Steve Chiotakis: Well, China is stepping up resistance to American pressure over its currency. It’s calling on Washington to cool the politics and emotion of the issue and warning a further rise in its yuan could drive exporters out of business. Now U.S. officials claim pegging the yuan to the dollar is hurting global commerce. Former Labor Secretary Robert Reich isn’t so sure anything will get resolved anytime soon, and he’s here with us to talk about how this is all going to play out. Good morning, Bob.

Robert Reich: Good morning, Steve.

Chiotakis: Not a whole lot of bipartisanship in Washington lately, as we know. But Republican and Democrats did find something to agree on — that China must revalue its currency. Why are they doing that now, Bob, and why is China pushing back?

Reich: Well it’s all about jobs, Steve, really on both sides. If China allows its currency to rise against the dollar, as we want, we’d stop importing as much from them and presumably we’d export more to them. But hundreds of millions of Chinese are migrating off farms and into cities in search of work. So China’s artificially low currency is designed really to make sure there are enough jobs for them.

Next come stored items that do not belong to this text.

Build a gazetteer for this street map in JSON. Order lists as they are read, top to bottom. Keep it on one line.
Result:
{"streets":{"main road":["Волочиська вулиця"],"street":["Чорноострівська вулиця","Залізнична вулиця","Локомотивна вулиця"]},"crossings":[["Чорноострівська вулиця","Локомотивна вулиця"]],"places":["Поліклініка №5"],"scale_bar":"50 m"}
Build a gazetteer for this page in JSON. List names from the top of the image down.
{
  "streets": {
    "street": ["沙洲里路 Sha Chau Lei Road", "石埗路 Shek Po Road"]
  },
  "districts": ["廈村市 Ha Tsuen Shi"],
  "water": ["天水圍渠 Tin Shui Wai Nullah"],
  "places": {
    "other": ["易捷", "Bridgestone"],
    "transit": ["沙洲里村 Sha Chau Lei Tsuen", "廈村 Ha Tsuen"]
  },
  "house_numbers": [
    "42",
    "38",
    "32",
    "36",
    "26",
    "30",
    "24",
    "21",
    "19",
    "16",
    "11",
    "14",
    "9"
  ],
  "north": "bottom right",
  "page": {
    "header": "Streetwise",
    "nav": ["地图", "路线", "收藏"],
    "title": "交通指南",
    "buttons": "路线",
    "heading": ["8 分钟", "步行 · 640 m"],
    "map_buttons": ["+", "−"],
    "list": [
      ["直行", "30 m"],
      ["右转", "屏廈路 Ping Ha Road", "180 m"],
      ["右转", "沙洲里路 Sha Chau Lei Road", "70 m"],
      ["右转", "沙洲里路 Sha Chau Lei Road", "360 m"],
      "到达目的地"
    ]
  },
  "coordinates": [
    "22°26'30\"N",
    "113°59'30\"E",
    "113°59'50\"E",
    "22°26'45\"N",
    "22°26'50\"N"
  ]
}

Chiotakis: Is there anything that the U.S. government can do to pressure them?

Reich: Well, members of Congress want the Treasury to formally site China for manipulating its currency, which would prompt an investigation by the commerce department and possibly import duties on Chinese products coming into the U.S. But, Steve, the administration fears if we did that, China would retaliate, which could hurt American companies now making and selling products over there.

Chiotakis: And one of those companies being Google, right?

Reich: Oh, Google is one example. Even though it’s now in a face-off with China over censorship. The Chinese authorities probably aren’t going to back down on that one either, again because political stability is so important to them. And although it looks like Google may be pulling out of China, at least in the short-term, over the long-term neither Google nor any other American company wants to lose access to 1.3 billion potential Chinese consumers.

Chiotakis: What about all those Treasuries that China owns, Bob? I mean China’s the largest holder of U.S. debt. Do they have us over a barrel because of that?

Reich: Well, let’s put it this way: It’s mutual dependency, Steve. They need the U.S. economy to recover so we’ll buy more of their exports, and they don’t want to do anything that may harm the value of the dollar, because that would leave them holding a lot of dollars that are worth less than they actually paid for them. So if our economic relationship unraveled, both sides would suffer.

Chiotakis: Former Labor Secretary Robert Reich is professor of public policy at the University of California Berkeley. Bob, thanks.

Reich: Thanks, Steve.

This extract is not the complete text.